Ferris Bueller’s Day Off is considered one of John Hughes’ best, rivaling that of The Breakfast Club, Pretty in Pink, Sixteen Candles, Home Alone and Planes, Trains and Automobiles. It’s a fun story about teenage angst and also attempting to find one’s self in a restrictive world. The awesome cast includes Matthew Broderick as the titular Ferris Bueller, Alan Ruck as his friend Cameron and Mia Sara as Ferris’ girlfriend Sloane.
But there’s one question that few have asked regarding this masterpiece: Where could traffic posts come in?
Of course, one of the most pivotal moments in this film involves Cameron’s father’s most prized possession, a Macintosh-red convertible, namely this one:
As you can see, after ditching class for the day, the group of friends decides to take this car to downtown Chicago on a joy ride in light of Cameron’s father’s absence. Cameron is a nervous wreck about this vehicle. Note that even the car’s license plate reads “NRVOUS”, capitalizing on an overall neurotic family.
The car comes dangerously close to being wrecked in this scene when the guys who work at the valet parking garage downtown take it for a test ride as the Star Wars theme plays:
But even that isn’t enough to damage this car. At one point back at Cameron’s house after a fun-filled day in the city, the car finds itself safely parked in its upper-middle-class garage.

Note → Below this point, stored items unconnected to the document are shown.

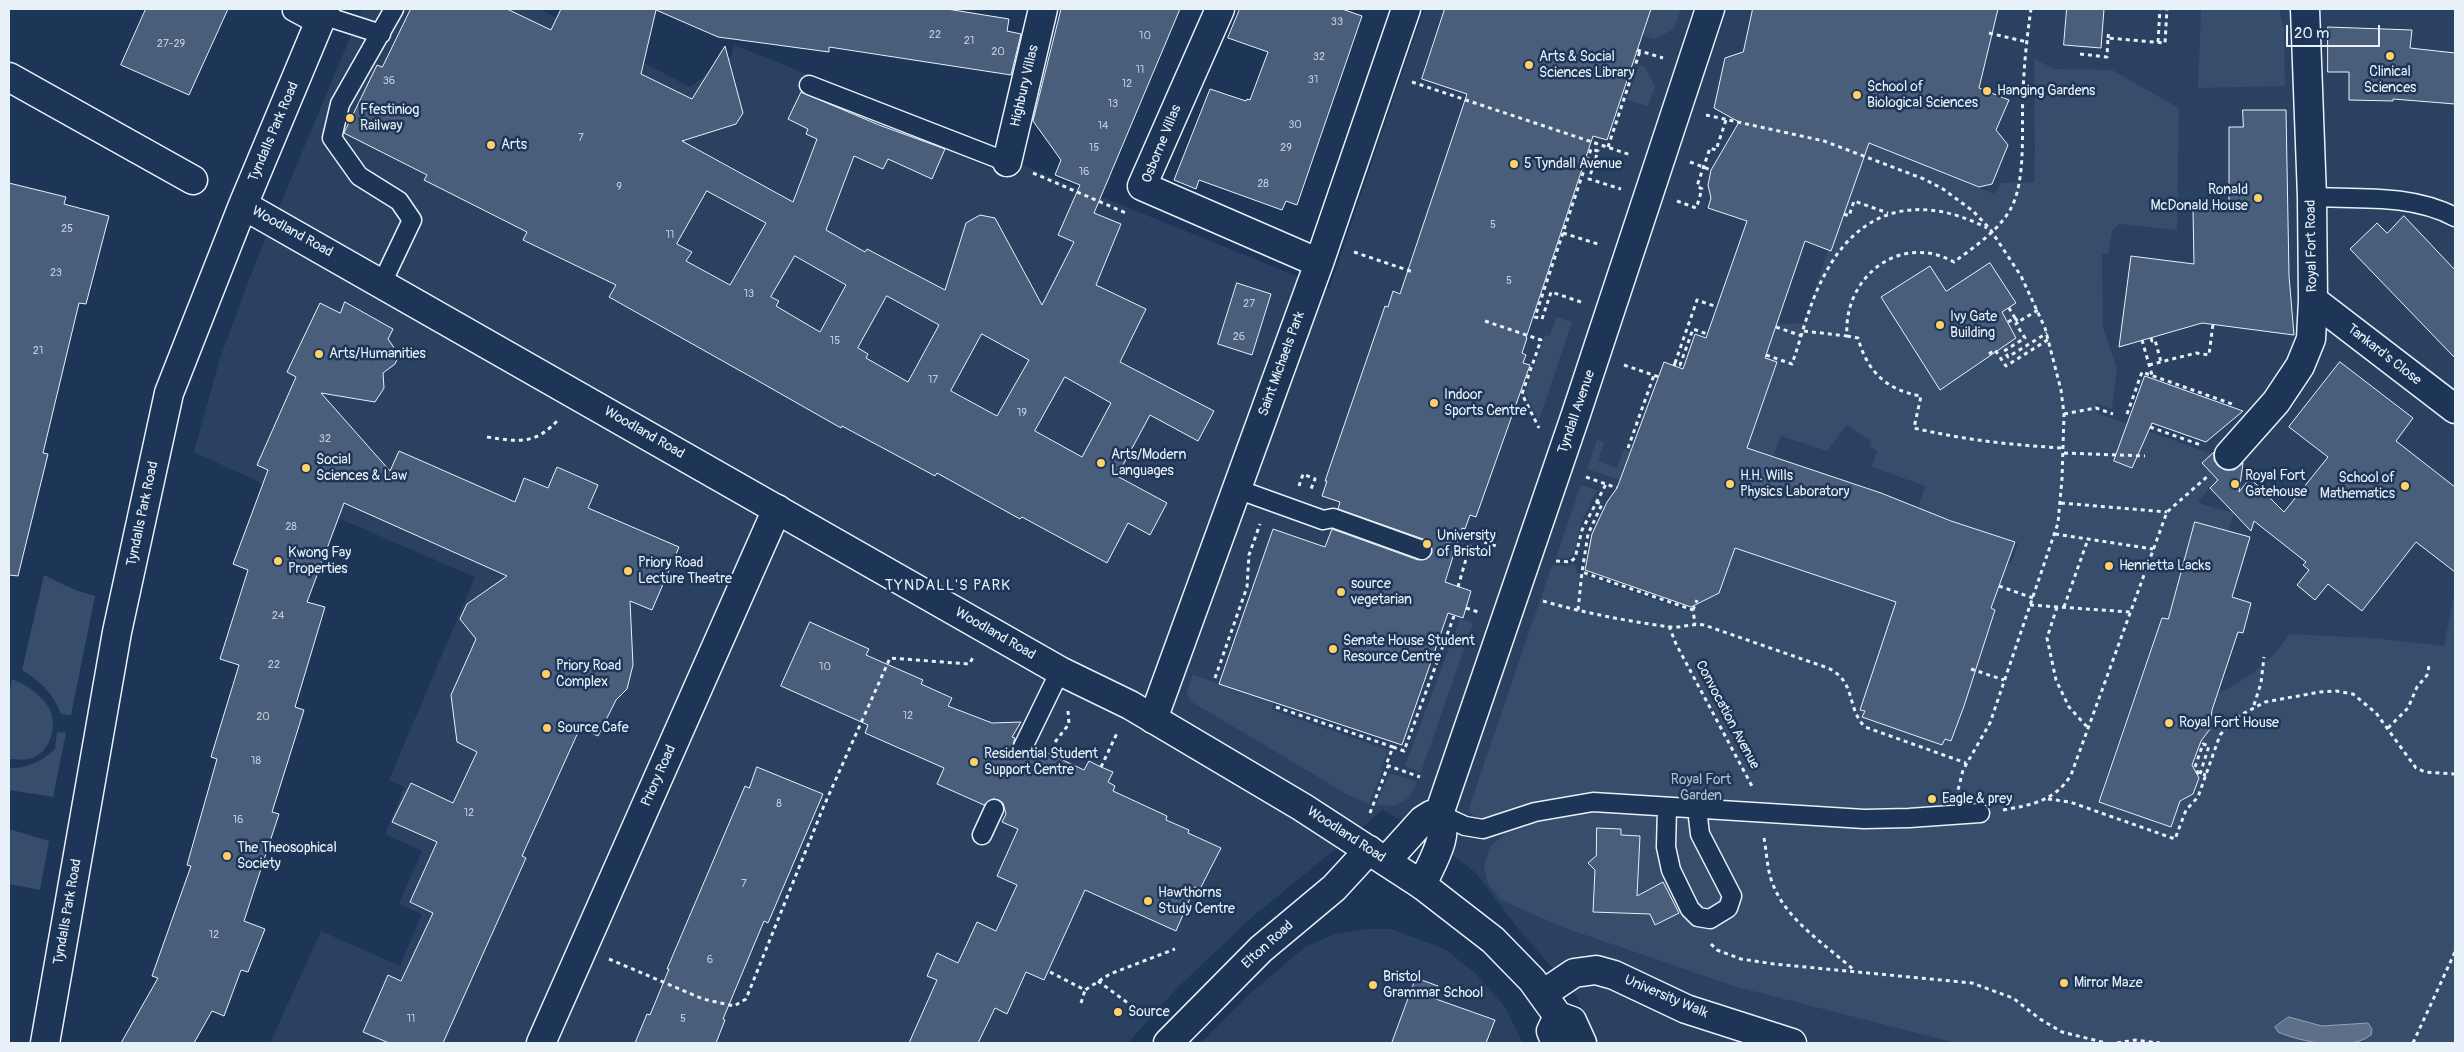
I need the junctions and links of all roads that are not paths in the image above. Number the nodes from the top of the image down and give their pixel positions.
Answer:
1 (394, 9) edge
2 (1042, 9) edge
3 (1220, 9) edge
4 (1406, 9) edge
5 (1710, 9) edge
6 (2304, 9) edge
7 (292, 11) dead end
8 (322, 16) edge
9 (381, 34) junction
10 (9, 77) edge
11 (809, 85) dead end
12 (1007, 162) joint
13 (193, 180) dead end
14 (2312, 197) junction
15 (243, 205) junction
16 (2455, 217) edge
17 (1319, 262) junction
18 (382, 283) junction
19 (2313, 300) junction
20 (2455, 409) edge
21 (2220, 464) road end
22 (1237, 489) junction
23 (777, 510) junction
24 (1422, 550) dead end
25 (1060, 671) junction
26 (1153, 719) junction
27 (1023, 747) dead end
28 (1667, 808) junction
29 (994, 809) dead end
30 (1696, 809) junction
31 (1980, 813) road end
32 (1439, 814) junction
33 (982, 835) dead end
34 (1377, 855) junction
35 (1422, 885) junction
36 (1551, 1005) junction
37 (44, 1043) edge
38 (541, 1043) edge
39 (1168, 1043) edge
40 (1556, 1043) edge
41 (1582, 1043) edge
42 (1792, 1043) edge

1 - 9 lane
2 - 12 street, Highbury Villas
3 - 17 street, Osborne Villas
4 - 17 street, Saint Michaels Park
5 - 32 street, Tyndall Avenue
6 - 14 street, Royal Fort Road
7 - 8 lane
8 - 9 lane
8 - 15 street, Tyndalls Park Road
9 - 18 lane
10 - 13 street
11 - 12 lane
14 - 16 lane
14 - 19 street, Royal Fort Road
15 - 18 street, Woodland Road
15 - 37 street, Tyndalls Park Road
17 - 22 street, Saint Michaels Park
18 - 23 street, Woodland Road
19 - 20 street, Tankard's Close
19 - 21 street, Royal Fort Road
22 - 24 lane
22 - 26 street, Saint Michaels Park
23 - 25 street, Woodland Road
23 - 38 street, Priory Road
25 - 26 street, Woodland Road
25 - 27 lane
26 - 34 street, Woodland Road
28 - 30 lane
28 - 30 lane
28 - 32 lane
29 - 33 lane
30 - 31 lane
32 - 34 street
32 - 35 street, Tyndall Avenue
34 - 35 street, Woodland Road
34 - 39 street, Elton Road
35 - 36 street, Woodland Road
36 - 40 street
36 - 41 street, Woodland Road
36 - 42 street, University Walk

There is a problem, however: the miles on the car go in reverse, meaning they have to open up the odometer and roll it back themselves. They have the car in reverse but raised so it won’t roll out of the back windows, which begs the question: Why have back windows to your garage twenty feet above ground when you’re so obsessed with protecting your car? Regardless, Cameron gets upset and rolls the thing out on accident after getting upset at his dad’s obsession with it, kicking the bumper repeatedly and pushing it down onto the garage floor.

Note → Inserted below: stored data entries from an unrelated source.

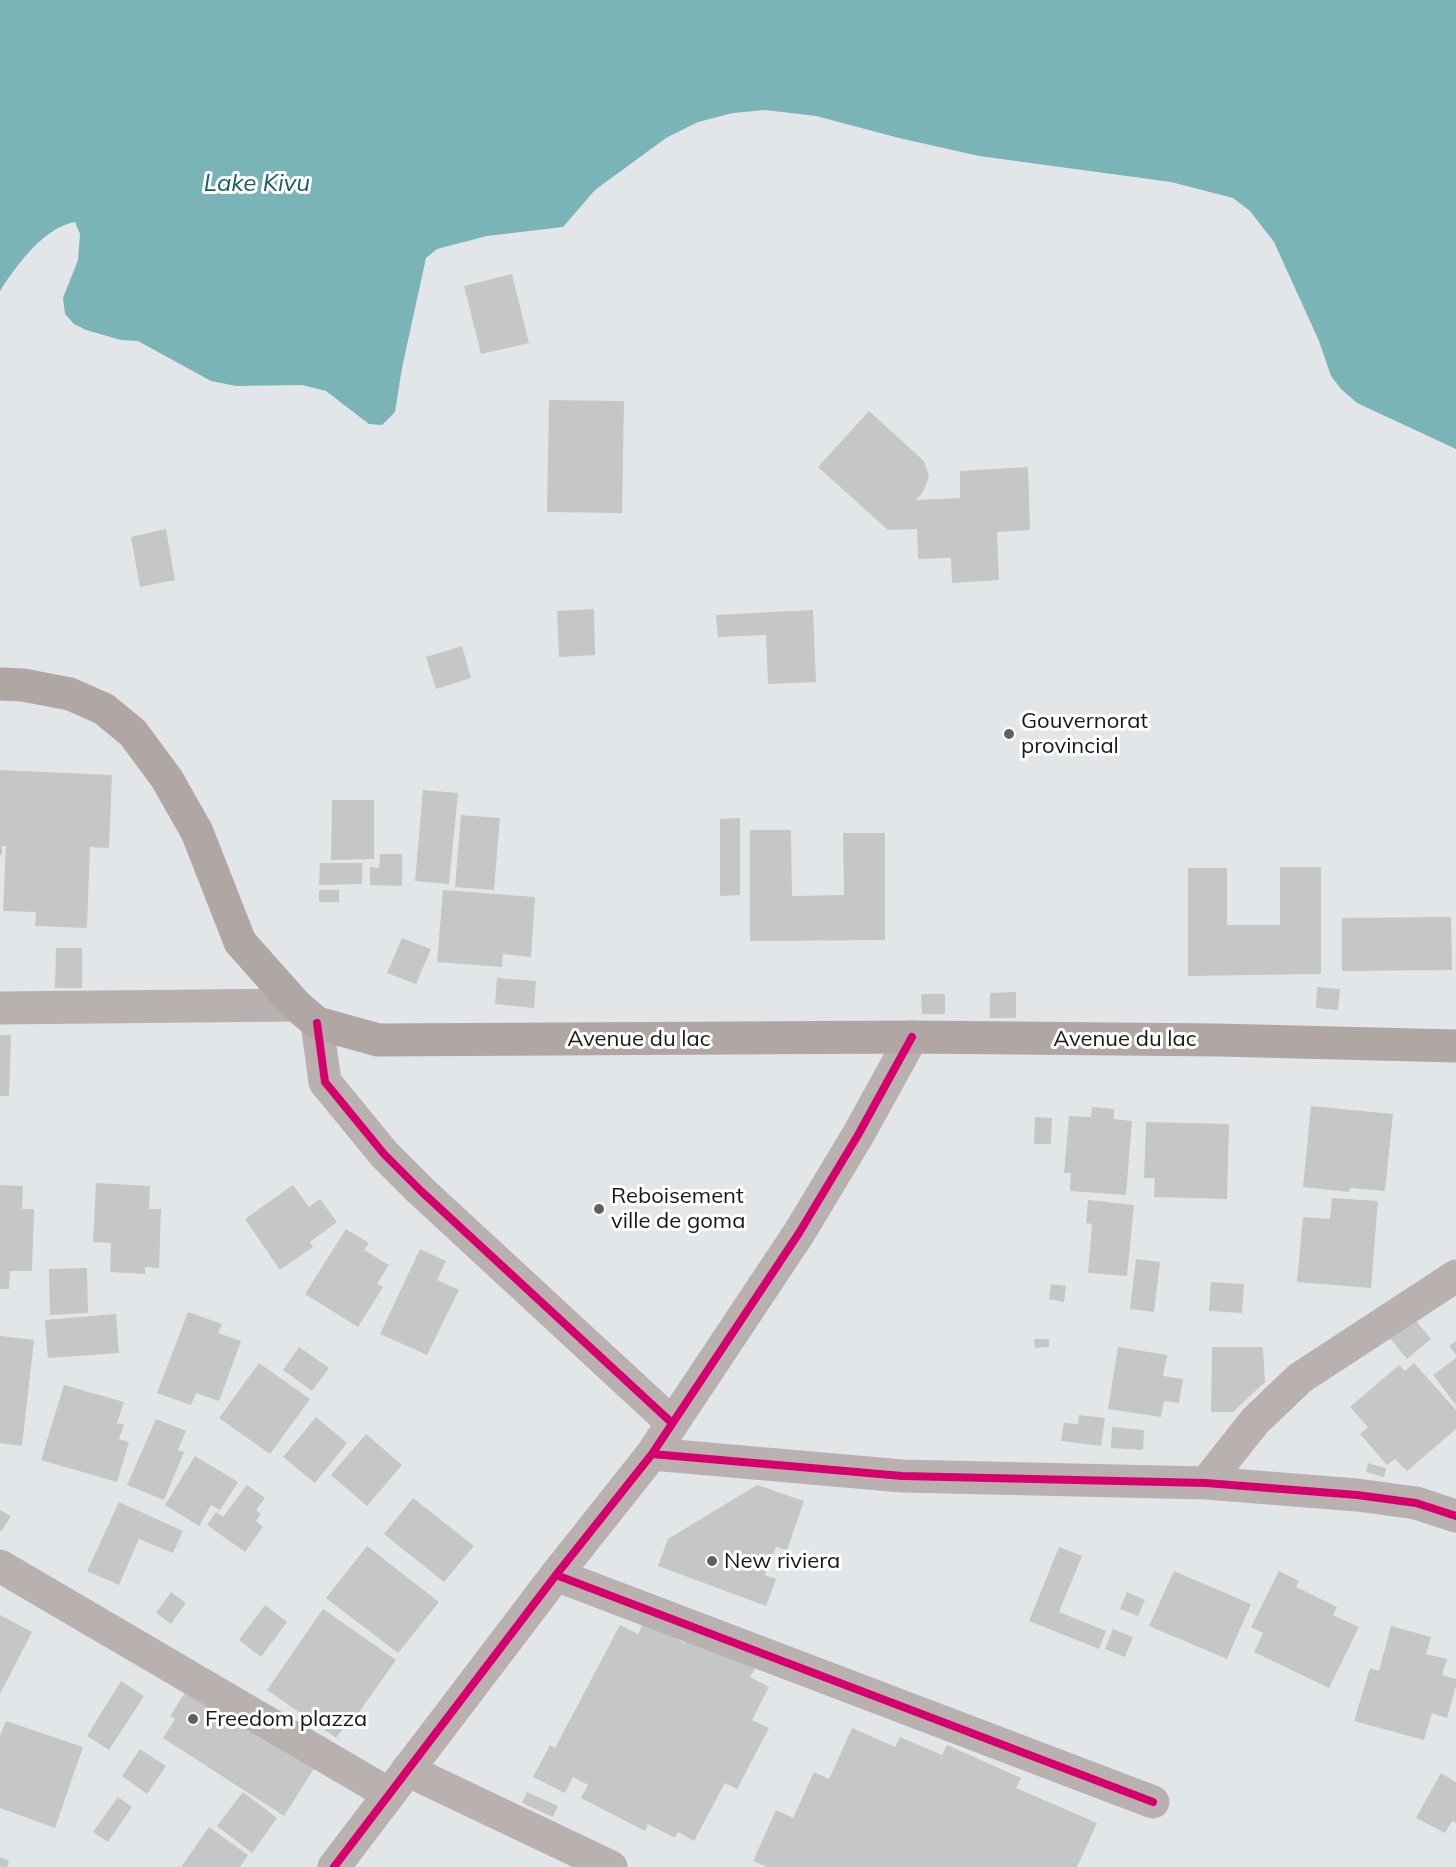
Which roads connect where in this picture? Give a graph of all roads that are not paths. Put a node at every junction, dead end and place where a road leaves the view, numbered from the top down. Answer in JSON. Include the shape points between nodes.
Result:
{"nodes":[{"id":1,"x":0,"y":684,"type":"edge"},
{"id":2,"x":0,"y":1008,"type":"edge"},
{"id":3,"x":307,"y":1014,"type":"junction"},
{"id":4,"x":912,"y":1037,"type":"junction"},
{"id":5,"x":1456,"y":1046,"type":"edge"},
{"id":6,"x":1456,"y":1276,"type":"edge"},
{"id":7,"x":672,"y":1424,"type":"junction"},
{"id":8,"x":652,"y":1454,"type":"junction"},
{"id":9,"x":1206,"y":1483,"type":"junction"},
{"id":10,"x":1456,"y":1516,"type":"edge"},
{"id":11,"x":0,"y":1566,"type":"edge"},
{"id":12,"x":556,"y":1575,"type":"junction"},
{"id":13,"x":398,"y":1782,"type":"junction"},
{"id":14,"x":1154,"y":1802,"type":"dead end"},
{"id":15,"x":334,"y":1867,"type":"edge"},
{"id":16,"x":611,"y":1867,"type":"edge"}],
"edges":[{"from":1,"to":3,"type":"main road","via":[[70,694],[104,709],[134,734],[167,779],[197,832],[240,942]]},
{"from":2,"to":3,"type":"street"},
{"from":3,"to":4,"type":"main road","name":"Avenue du lac","via":[[378,1040]]},
{"from":3,"to":7,"type":"street","via":[[325,1082],[384,1154]]},
{"from":4,"to":5,"type":"main road","name":"Avenue du lac"},
{"from":4,"to":7,"type":"street","via":[[799,1233]]},
{"from":6,"to":9,"type":"street","via":[[1300,1378],[1255,1421]]},
{"from":7,"to":8,"type":"street"},
{"from":8,"to":9,"type":"street","via":[[902,1476]]},
{"from":8,"to":12,"type":"street"},
{"from":9,"to":10,"type":"street","via":[[1416,1503]]},
{"from":11,"to":13,"type":"street"},
{"from":12,"to":13,"type":"street"},
{"from":12,"to":14,"type":"street"},
{"from":13,"to":15,"type":"street"},
{"from":13,"to":16,"type":"street"}]}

While he may have done enough damage to the car to get his dad beyond angry, we know it was this that would really push him over the edge, even though we never actually meet Cameron’s dad to begin with.

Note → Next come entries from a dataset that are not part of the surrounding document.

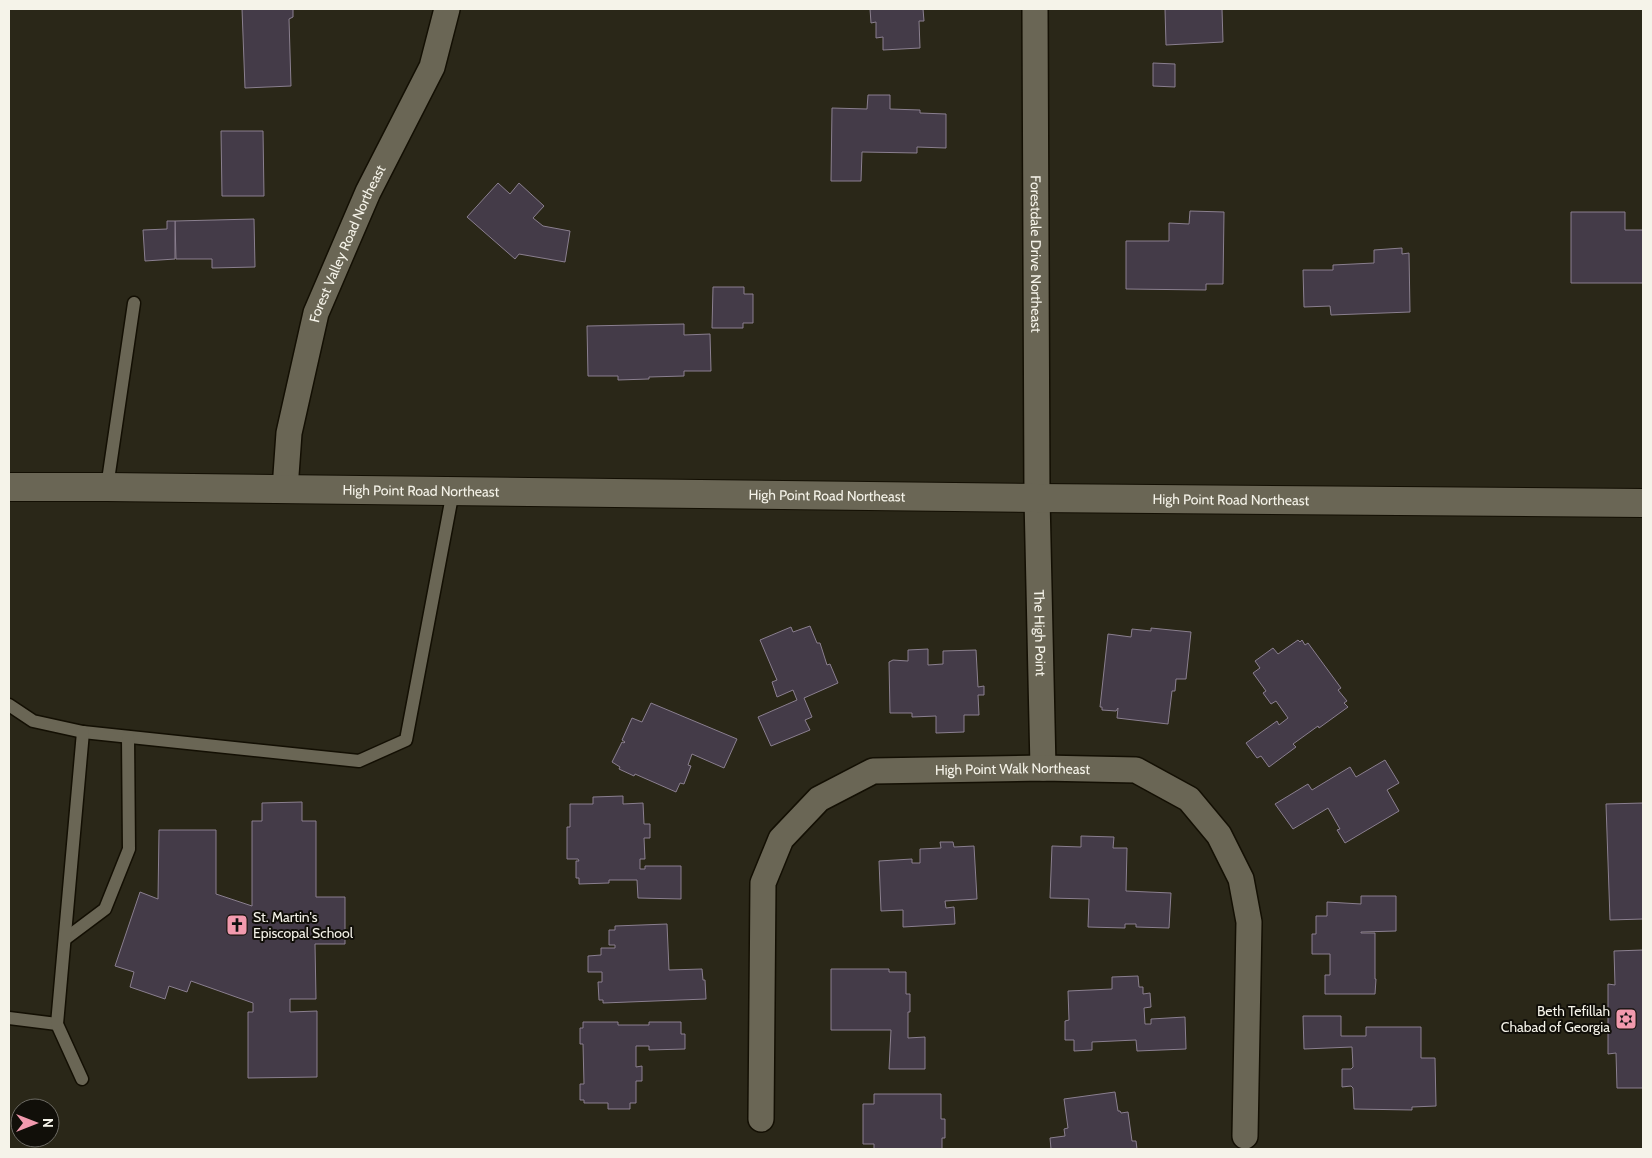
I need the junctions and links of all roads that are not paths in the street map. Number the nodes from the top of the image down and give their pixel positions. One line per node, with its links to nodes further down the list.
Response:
1 (447, 9): 6 (street, Forest Valley Road Northeast)
2 (1035, 9): 8 (street, Forestdale Drive Northeast)
3 (134, 303): 5 (lane)
4 (9, 487): 5 (street, High Point Road Northeast)
5 (107, 487): 6 (street, High Point Road Northeast)
6 (285, 489): 7 (street, High Point Road Northeast)
7 (453, 491): 8 (street, High Point Road Northeast); 12 (lane)
8 (1037, 498): 9 (street, High Point Road Northeast); 13 (street, The High Point)
9 (1643, 503)
10 (9, 705): 11 (lane)
11 (83, 732): 12 (lane); 14 (lane)
12 (128, 737): 14 (lane)
13 (1044, 768): 18 (street, High Point Walk Northeast); 19 (street, High Point Walk Northeast)
14 (65, 939): 16 (lane)
15 (9, 1018): 16 (lane)
16 (57, 1024): 17 (lane)
17 (82, 1079)
18 (761, 1118)
19 (1245, 1136)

But could this have been avoided? What if his father was crazy and obsessed enough to install his own traffic bollards in that clearly vulnerable garage?
That would’ve kept the damage to a manageable minimum compared to what actually happened, and Cameron would’ve faced (possibly) a little less shit for what he did, but most of all his dad would be thankful that he thought of installing traffic posts to protect his obsession, and Cameron would’ve been more prepared to face his dad at the end of the movie.
Well, you live and learn, don’t you, Ferris?